クマ氏は25年かそれくらい前に神戸で買ったものだ。旅行で神戸に行った時に適当に路地を歩いていたときに見つけた。ショウウインドウ越しにぬいぐるみと目が合った。気がした。通常そんなことはありえないのは十分承知しているのだけど、目が合っていきなり意思疎通がはかられたのだった。

クマ氏はその時も陳列台の上にちょこんと座り、こちらをじっと見ていた。すこし困ったような、さみしそうな、そんな顔をしていたクマ氏に自分は一目惚れをしたのだと思う。
出先だしなあ、と、一旦はその場を離れたのだけど、結局元の店に引き返し買って帰ったのだった。今で言う「おむかえする」というやつだ。何かを買う行為を「おむかえする」という表現をするようになったのはわりと最近のことだと思う。

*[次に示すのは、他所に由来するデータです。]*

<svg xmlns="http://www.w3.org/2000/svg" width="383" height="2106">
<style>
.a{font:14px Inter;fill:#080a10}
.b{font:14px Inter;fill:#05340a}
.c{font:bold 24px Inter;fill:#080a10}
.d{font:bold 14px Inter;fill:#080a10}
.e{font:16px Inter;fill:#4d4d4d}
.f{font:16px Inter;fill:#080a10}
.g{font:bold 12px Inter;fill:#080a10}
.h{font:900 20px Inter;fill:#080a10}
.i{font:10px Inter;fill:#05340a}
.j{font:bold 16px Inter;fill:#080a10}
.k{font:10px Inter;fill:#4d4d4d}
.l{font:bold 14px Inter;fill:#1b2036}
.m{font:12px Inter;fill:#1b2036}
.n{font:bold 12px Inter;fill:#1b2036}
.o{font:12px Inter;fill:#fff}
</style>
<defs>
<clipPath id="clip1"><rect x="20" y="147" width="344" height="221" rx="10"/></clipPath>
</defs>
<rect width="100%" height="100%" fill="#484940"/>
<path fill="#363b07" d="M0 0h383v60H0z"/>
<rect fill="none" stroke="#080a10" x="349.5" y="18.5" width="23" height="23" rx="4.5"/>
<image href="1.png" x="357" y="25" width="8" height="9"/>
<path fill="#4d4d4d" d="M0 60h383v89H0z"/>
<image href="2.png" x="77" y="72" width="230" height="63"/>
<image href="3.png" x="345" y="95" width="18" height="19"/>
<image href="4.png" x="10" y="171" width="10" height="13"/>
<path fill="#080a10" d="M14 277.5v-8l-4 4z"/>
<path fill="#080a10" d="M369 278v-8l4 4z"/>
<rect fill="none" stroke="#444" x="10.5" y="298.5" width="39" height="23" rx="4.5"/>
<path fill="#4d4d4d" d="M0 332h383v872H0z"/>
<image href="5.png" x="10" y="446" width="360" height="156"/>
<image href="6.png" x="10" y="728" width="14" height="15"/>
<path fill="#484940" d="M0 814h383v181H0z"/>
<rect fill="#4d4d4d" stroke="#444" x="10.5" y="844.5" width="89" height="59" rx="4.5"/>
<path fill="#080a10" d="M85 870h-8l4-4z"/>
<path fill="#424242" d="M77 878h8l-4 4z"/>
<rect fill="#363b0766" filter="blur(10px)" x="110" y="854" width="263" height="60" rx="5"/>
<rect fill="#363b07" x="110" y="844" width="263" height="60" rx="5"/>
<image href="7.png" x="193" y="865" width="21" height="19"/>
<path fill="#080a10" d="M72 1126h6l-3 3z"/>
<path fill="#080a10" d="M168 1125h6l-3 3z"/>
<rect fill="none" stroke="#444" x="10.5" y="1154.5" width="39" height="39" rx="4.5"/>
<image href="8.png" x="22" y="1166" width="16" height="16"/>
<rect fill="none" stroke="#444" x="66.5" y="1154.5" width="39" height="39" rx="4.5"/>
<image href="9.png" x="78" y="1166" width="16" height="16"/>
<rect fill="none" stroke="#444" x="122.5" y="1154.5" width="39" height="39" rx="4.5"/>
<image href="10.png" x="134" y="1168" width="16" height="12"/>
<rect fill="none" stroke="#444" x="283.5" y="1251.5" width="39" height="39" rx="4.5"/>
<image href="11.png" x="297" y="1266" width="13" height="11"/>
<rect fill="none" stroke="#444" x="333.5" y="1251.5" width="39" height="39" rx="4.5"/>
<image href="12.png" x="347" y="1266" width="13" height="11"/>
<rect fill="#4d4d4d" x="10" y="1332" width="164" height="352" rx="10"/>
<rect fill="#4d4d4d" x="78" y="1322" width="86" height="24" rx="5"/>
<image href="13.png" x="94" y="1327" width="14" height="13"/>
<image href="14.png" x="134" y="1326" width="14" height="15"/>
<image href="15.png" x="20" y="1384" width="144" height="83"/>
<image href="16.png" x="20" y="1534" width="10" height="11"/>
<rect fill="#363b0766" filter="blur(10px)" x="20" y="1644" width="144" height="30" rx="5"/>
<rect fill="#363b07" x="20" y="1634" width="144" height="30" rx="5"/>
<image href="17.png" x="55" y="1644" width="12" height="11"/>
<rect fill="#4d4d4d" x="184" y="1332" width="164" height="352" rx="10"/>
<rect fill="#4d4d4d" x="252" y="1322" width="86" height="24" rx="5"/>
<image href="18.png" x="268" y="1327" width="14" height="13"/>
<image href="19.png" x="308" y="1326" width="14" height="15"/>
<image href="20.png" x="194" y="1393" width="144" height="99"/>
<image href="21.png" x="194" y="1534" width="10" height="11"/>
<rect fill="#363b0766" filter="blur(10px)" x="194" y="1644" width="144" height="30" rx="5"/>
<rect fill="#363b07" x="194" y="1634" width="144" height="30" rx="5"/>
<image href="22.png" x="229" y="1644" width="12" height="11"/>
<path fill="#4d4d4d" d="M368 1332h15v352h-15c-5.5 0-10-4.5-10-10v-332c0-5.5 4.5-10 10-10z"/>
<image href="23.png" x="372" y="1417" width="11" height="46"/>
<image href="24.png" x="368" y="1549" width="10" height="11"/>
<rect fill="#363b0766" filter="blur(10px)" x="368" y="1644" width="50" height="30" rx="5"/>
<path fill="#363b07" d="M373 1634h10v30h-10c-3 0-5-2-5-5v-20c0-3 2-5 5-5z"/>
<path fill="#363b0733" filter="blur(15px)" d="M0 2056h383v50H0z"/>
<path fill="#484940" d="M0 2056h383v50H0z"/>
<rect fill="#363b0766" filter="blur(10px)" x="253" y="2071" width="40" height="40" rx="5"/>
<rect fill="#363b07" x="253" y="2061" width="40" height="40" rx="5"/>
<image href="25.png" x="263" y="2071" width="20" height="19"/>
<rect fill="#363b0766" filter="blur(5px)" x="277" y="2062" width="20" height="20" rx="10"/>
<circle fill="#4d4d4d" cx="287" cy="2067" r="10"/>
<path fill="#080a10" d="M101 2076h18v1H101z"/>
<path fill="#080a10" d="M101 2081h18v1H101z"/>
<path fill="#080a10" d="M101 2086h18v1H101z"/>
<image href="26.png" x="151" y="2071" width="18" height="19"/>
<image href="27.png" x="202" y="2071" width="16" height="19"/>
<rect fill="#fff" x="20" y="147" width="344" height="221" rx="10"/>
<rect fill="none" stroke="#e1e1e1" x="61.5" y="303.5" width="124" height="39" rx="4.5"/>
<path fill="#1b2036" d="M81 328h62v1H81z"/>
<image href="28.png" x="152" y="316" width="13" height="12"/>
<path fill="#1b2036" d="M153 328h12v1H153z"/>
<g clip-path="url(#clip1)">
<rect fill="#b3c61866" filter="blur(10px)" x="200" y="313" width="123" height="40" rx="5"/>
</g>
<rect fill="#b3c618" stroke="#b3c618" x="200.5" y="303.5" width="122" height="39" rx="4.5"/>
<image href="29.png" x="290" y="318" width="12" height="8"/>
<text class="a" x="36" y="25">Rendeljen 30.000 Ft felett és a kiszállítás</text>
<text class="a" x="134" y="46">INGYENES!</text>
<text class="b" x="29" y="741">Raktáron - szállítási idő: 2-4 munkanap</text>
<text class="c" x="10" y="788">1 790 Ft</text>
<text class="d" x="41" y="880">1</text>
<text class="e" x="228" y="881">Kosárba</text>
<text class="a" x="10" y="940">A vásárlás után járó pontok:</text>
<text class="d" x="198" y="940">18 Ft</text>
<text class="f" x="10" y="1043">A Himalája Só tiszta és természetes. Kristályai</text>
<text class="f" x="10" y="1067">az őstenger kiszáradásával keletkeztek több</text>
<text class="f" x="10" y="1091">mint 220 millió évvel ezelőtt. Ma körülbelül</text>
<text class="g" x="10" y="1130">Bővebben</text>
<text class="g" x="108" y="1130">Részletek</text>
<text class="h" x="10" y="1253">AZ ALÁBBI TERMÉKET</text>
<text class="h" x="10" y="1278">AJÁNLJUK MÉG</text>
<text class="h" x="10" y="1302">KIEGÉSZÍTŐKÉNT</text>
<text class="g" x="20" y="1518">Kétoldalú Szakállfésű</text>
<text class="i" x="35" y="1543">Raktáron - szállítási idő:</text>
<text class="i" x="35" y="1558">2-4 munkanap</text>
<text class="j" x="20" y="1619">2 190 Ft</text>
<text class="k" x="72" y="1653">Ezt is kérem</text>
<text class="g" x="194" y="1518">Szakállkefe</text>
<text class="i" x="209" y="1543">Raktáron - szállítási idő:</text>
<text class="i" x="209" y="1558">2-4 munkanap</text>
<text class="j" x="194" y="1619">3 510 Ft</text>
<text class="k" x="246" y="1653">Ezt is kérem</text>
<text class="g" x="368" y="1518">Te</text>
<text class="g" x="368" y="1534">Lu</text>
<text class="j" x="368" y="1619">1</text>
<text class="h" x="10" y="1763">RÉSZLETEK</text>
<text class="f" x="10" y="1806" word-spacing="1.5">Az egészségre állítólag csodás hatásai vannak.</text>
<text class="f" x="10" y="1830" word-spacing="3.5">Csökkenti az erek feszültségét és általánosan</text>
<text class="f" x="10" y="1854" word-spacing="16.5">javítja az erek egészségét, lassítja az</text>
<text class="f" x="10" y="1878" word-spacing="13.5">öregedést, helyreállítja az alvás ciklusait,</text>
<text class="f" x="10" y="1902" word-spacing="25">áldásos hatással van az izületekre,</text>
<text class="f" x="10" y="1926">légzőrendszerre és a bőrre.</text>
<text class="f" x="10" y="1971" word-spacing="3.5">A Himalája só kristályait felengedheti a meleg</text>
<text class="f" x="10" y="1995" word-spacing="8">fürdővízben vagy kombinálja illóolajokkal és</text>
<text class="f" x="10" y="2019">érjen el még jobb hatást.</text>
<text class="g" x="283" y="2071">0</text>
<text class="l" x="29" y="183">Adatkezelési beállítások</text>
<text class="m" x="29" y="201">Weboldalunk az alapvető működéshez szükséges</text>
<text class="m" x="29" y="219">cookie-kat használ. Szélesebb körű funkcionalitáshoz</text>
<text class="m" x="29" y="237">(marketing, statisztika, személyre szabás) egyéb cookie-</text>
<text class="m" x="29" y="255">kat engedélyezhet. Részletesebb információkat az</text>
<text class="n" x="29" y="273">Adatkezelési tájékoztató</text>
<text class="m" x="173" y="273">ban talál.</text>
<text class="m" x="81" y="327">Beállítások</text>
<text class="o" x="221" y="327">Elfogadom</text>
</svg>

買ったからといって、特になにをするわけでもなかった。家の本棚の一角に置かれ、話しかけるでもなく、抱っこすることもなく、いきなりそこにいて当たり前の生活になった。時々目が合って「まあ、毎日しんどいよね」などとクマ氏にぼやいたりすることはあった。でもそれだけのことだった。

引っ越しも何回も付き合ってもらった。無造作に箱に入れられ、新居でまた同じように棚に置かれた。その頃から人にもらったり、UFOキャッチャーで取ったりしてぬいぐるみの数は増えてはいたが、そのほとんどは別の人のところに貰われていった(たぶん処分したものもあると思う)。クマ氏はどこに行くこともなく、うちにいた。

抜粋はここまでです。